The Collegiate Recovery Community (CRC) is a student led group for students in recovery who are willing to share their experience, strength, and hope with the campus community and beyond. Students involved in the CRC support and encourage one another, plan outreach and educational programs, and do service work.
The Health and Counseling Center will be re-establishing its College Recovery Program in the Fall 2023 semester. If you would like to be part of this group, please contact Jay Dismukes, Substance Abuse Counselor – firstname.lastname@example.org.
Local Recovery Meetings
Refuge Recovery is a Buddhist Path to Recovering from Addiction
Women for Sobriety is a non-profit organization dedicated to helping women discover a happy New Life in recovery from Substance Use Disorders
CoDependents Anonymous is a fellowship of men and women whose common purpose is to develop healthy relationships. The only requirement for membership is a desire for healthy and loving relationships.

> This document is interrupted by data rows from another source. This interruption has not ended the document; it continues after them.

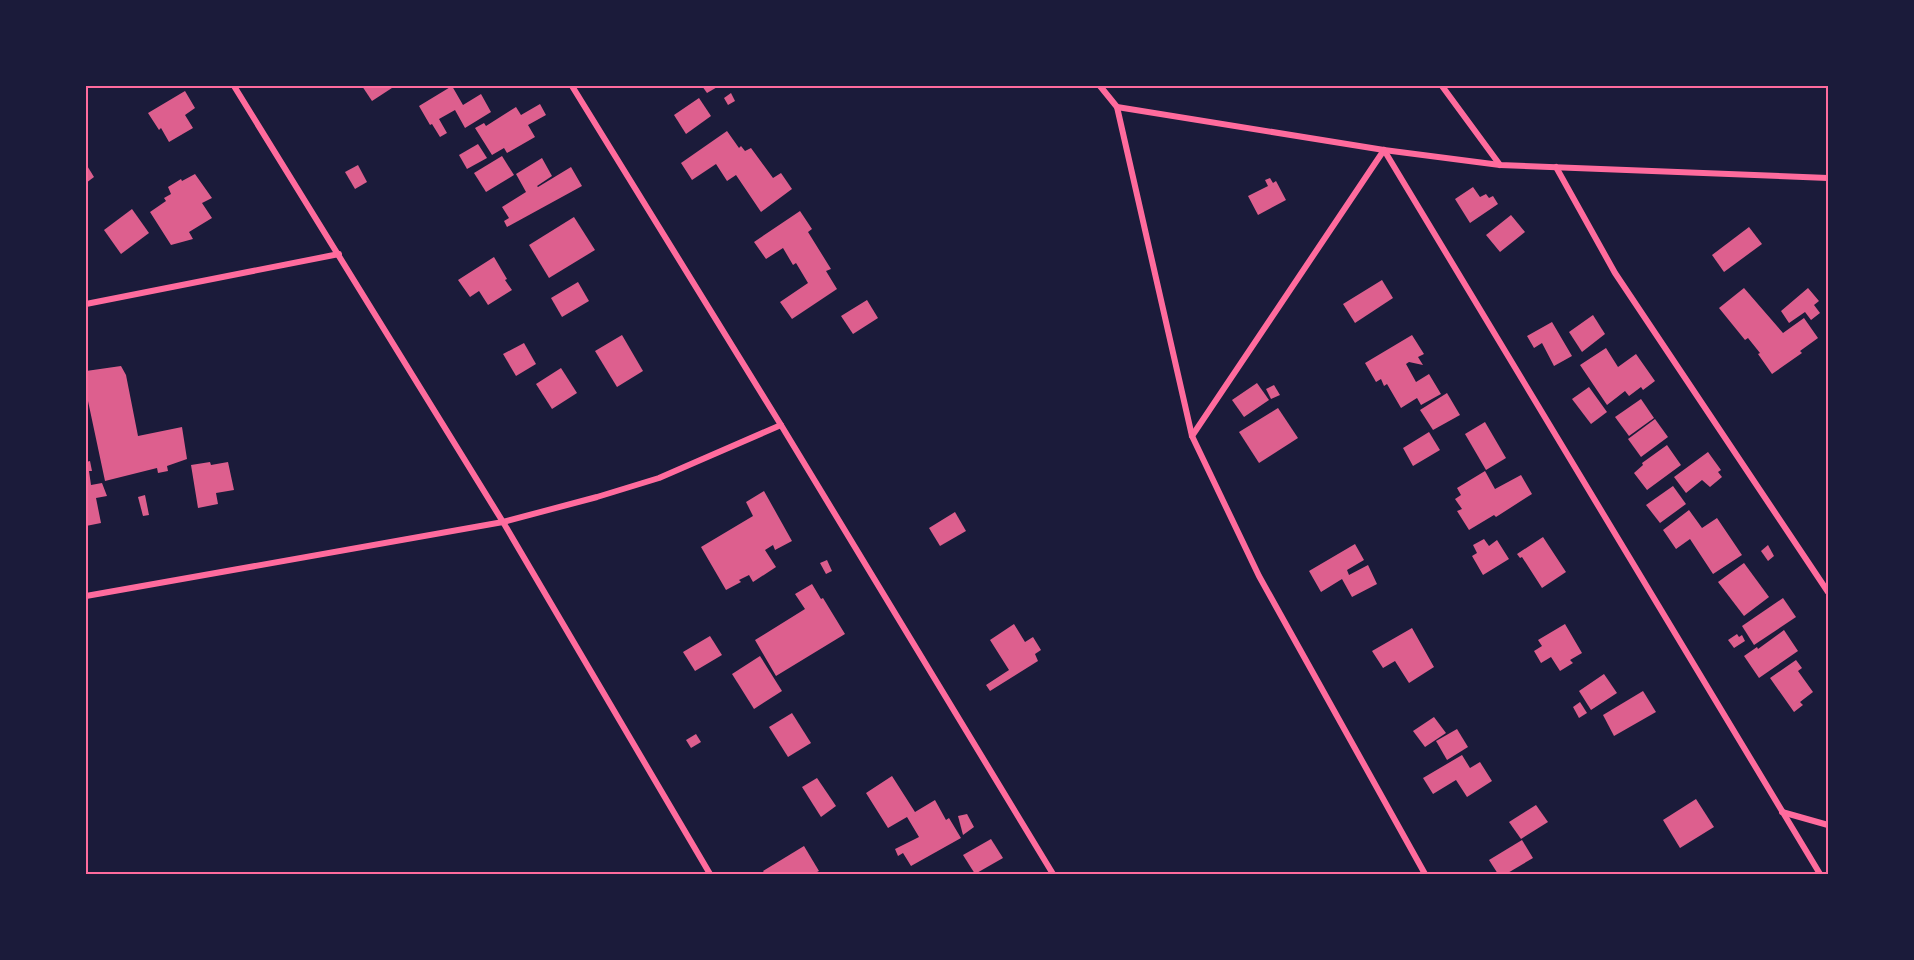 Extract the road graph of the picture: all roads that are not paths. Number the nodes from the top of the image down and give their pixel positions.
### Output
1 (234, 86) edge
2 (572, 86) edge
3 (1100, 86) edge
4 (1442, 86) edge
5 (1117, 107) junction
6 (1384, 150) junction
7 (1500, 165) junction
8 (1556, 167) junction
9 (1828, 178) edge
10 (339, 254) junction
11 (86, 304) edge
12 (781, 425) junction
13 (1192, 436) junction
14 (503, 522) junction
15 (1828, 592) edge
16 (86, 596) edge
17 (1781, 812) junction
18 (1828, 825) edge
19 (710, 874) edge
20 (1053, 874) edge
21 (1425, 874) edge
22 (1820, 874) edge

1 - 10 street
2 - 12 street
3 - 5 street
4 - 7 street
5 - 6 street
5 - 13 street
6 - 7 street
6 - 13 street
6 - 17 street
7 - 8 street
8 - 9 street
8 - 15 street
10 - 11 street
10 - 14 street
12 - 14 street
12 - 20 street
13 - 21 street
14 - 16 street
14 - 19 street
17 - 18 street
17 - 22 street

SMART Recovery is an abstinence-based, not-for-profit organization with a sensible self-help program for people having problems with drinking and using.
Al Anon Family Group is a 12 step support group that can help you learn how to cope with the challenges of someone else’s drinking.
Children of Alcoholics The term “adult child” is used to describe adults who grew up in alcoholic or dysfunctional homes
Overeaters Anonymous is a fellowship of individuals who through shared experience, strength and hope, are recovering from compulsive overeating.
Celebrate Recovery– Celebrate Recovery is a Christ-centered, 12 step recovery program for anyone struggling with hurt, pain or addiction of any kind.
On-Line Gamers Anonymous®, founded in 2002, is a self-help group for people with problems resulting from excessive game playing, whether it be computer, video, console, or on-line.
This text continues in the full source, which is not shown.